Maxed out: 1.5amps x 3.55forward volts x 8 = 42.6Watts (pg 5 on spec sheet .pdf)

Does your block have cooling fins, have a fan, if not, is it enclosed or in the open air?


----------



## redfishsc

Im2Nelson4u said:


> Hey do you think a 0.5"x 4"x6" aluminum block can keep 8 XP-G cool?


Like audioaficionado said, fans and fins would help. By "block" I assume it's just a slab of aluminum. 


Chances are it will work as long as you don't run these things full throttle, and I would definitely put a fan on it. I might even use a table saw to cut some 1/8-1/4" thick kerf marks in the aluminum to make "fins". 

The only sure way to know is to try, unless someone can calculate this up in a way that is beyond my intelligence.


----------



## Im2Nelson4u

Hmmm, I guess I can look up the thermal conductivity of aluminium and figure out how fast my slab can dissapate heat but with so little surface area... 

www.*cree*.com/products/pdf/XLamp*ThermalManagement*.pdf

I guess I can tap a single slab or use some thermal tape and give it a try. Gotta dig out that old thermalcouple...


----------



## audioaficionado

My rule of thumb for chips is if you can't keep one of your digits on it, you need to make it cooler.


----------



## redfishsc

Im2Nelson4u said:


> I guess I can tap a single slab or use some thermal tape and give it a try. Gotta dig out that old thermalcouple...



Since you are working with something that will have, at best, minimal numbers of fins (or no fins at all) then I would recommend you use something more thermally conductive than thermal tape or epoxy. 

In your case I'd be tempted to drill and tap, and then use a good brand thermal paste.


----------



## Im2Nelson4u

I'm just gonna use the tape temporarily, if it doesn't work I don't want to waste my slab of aluminium.

Also I'm too lazy to go buy artic silver and tap it. It's just so much work, if it works I'll probably tap it and do it properly.

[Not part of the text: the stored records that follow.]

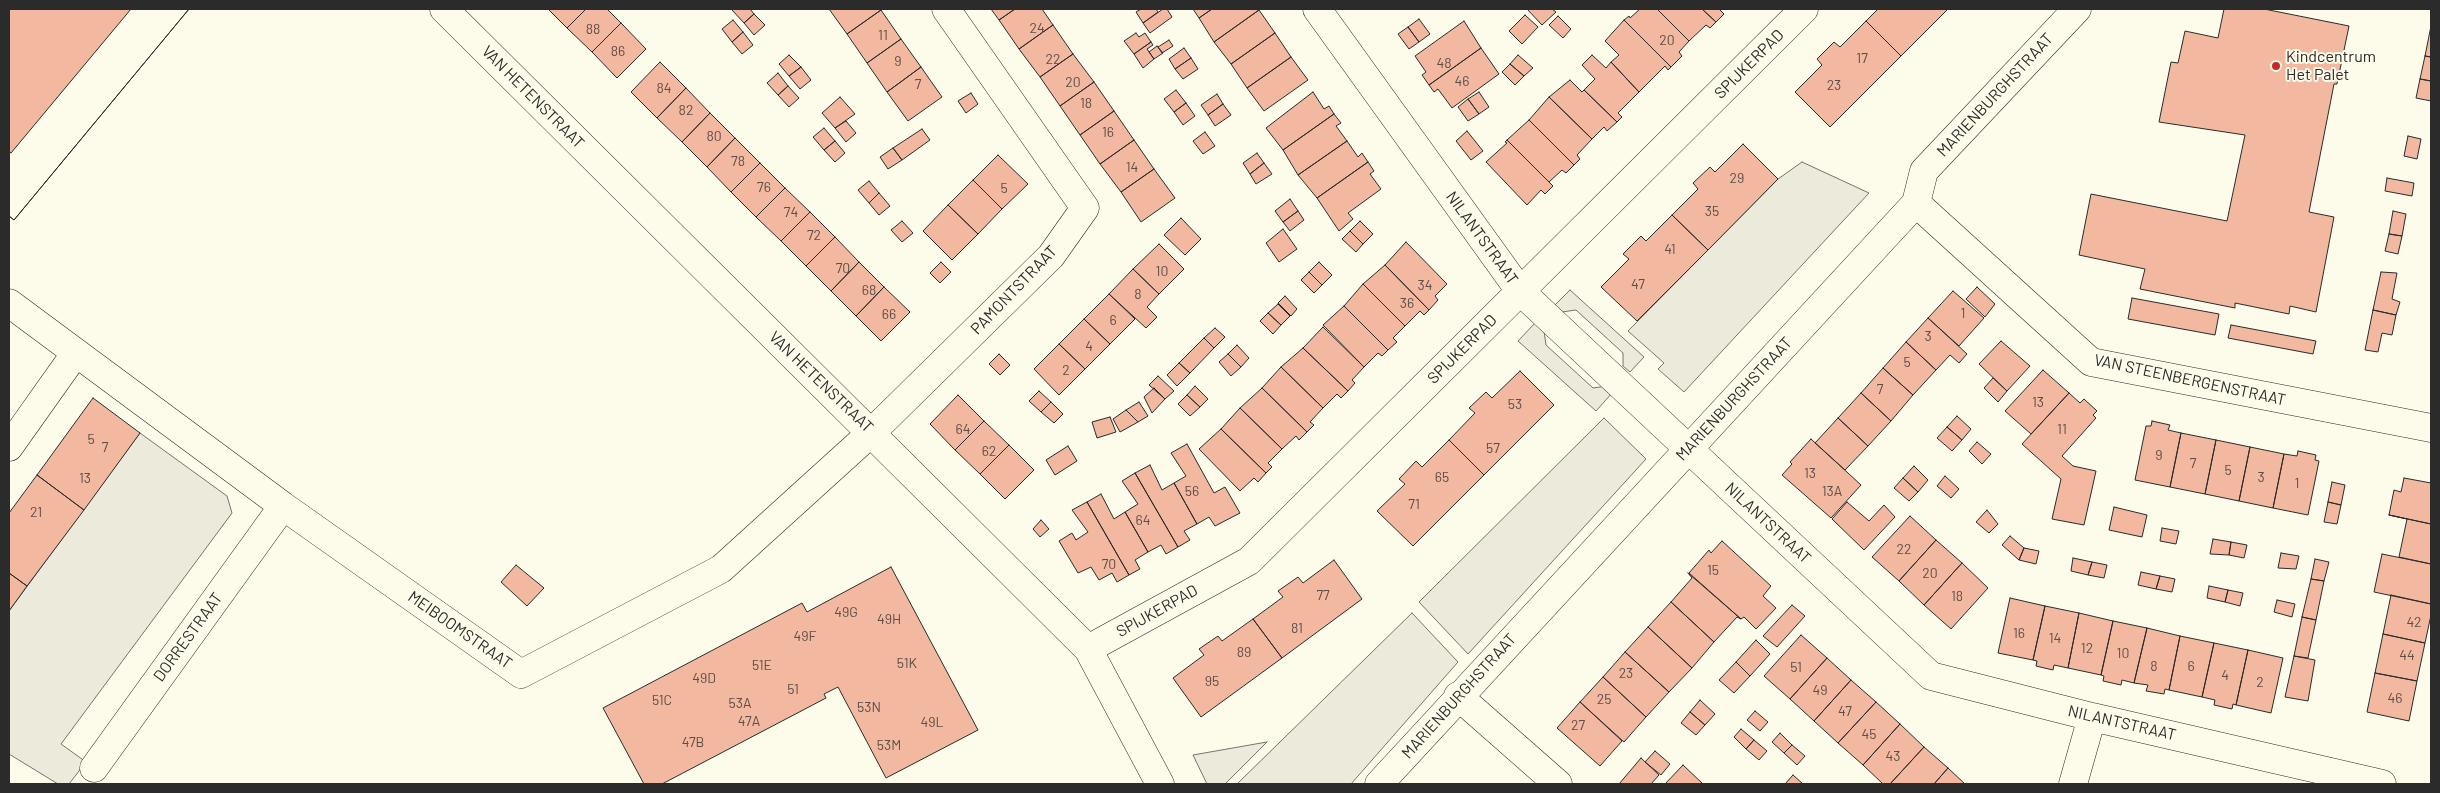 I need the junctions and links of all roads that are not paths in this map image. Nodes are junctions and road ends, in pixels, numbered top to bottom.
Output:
1 (444, 9) edge
2 (946, 9) edge
3 (1317, 9) edge
4 (1804, 9) edge
5 (2077, 9) edge
6 (1916, 204) junction
7 (1520, 291) junction
8 (9, 303) edge
9 (75, 354) junction
10 (2431, 428) edge
11 (872, 432) junction
12 (9, 447) edge
13 (1688, 448) junction
14 (283, 506) junction
15 (1088, 649) junction
16 (1458, 696) junction
17 (2092, 717) junction
18 (94, 768) dead end
19 (1160, 784) edge
20 (1378, 784) edge
21 (1558, 784) edge
22 (2073, 784) edge
23 (2382, 784) edge

1 - 11 street, VAN HETENSTRAAT
2 - 11 street, PAMONTSTRAAT
3 - 7 street, NILANTSTRAAT
4 - 7 street, SPIJKERPAD
5 - 6 street, MARIENBURGHSTRAAT
6 - 10 street, VAN STEENBERGENSTRAAT
6 - 13 street, MARIENBURGHSTRAAT
7 - 13 street, NILANTSTRAAT
7 - 15 street, SPIJKERPAD
8 - 9 street, MEIBOOMSTRAAT
9 - 12 street
9 - 14 street, MEIBOOMSTRAAT
11 - 14 street, MEIBOOMSTRAAT
11 - 15 street, VAN HETENSTRAAT
13 - 16 street, MARIENBURGHSTRAAT
13 - 17 street, NILANTSTRAAT
14 - 18 street, DORRESTRAAT
15 - 19 street, VAN HETENSTRAAT
16 - 20 street, MARIENBURGHSTRAAT
16 - 21 street
17 - 22 street
17 - 23 street, NILANTSTRAAT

I'm just wondering how ELOS keep's their system cool. This thing is suppose to be 18 LEDs at 160w wow


----------



## Tbakes

New design / help request for LED lighting of 178G tank - 60"x24"x28".

So, I've been toying with the notion of going LED with this new-to-me tank that has been sitting in my house for 2 months... I was set on T5HO, but the idea of changing bulbs every year or so, and the slightly less efficiency has me looking at LED. Plus, the wife says I can get what I want!!  How often does that happen!! :bounce:

http://www.plantedtank.net/forums/tank-journals-photo-album/132761-new-me-178g-oceanic-ultimate-first.html

I've exchanged a few messages with Redfish, but in the spirit of info sharing, I'm going to post here.

Initial questions:

(1) Is Aaron, the guy that built Jose's cool custom drivers / power supply on PT.net and or is there someone out there willing to make me a similar system?

(2) In lieu of the first, I'm a pretty good DIYer, though I haven't made circuit boards in a long time. I also have twin toddlers that limit my "hobby" time, so buying an off-the-shelf driver package is more likely than full DIY. Is it possible to use Meanwell 48Ps along with a microcontroller (aeurdino or the ilk)? I do plan on using a reef-keeper type controller since I will have automated dosing and possibly water changer in the future.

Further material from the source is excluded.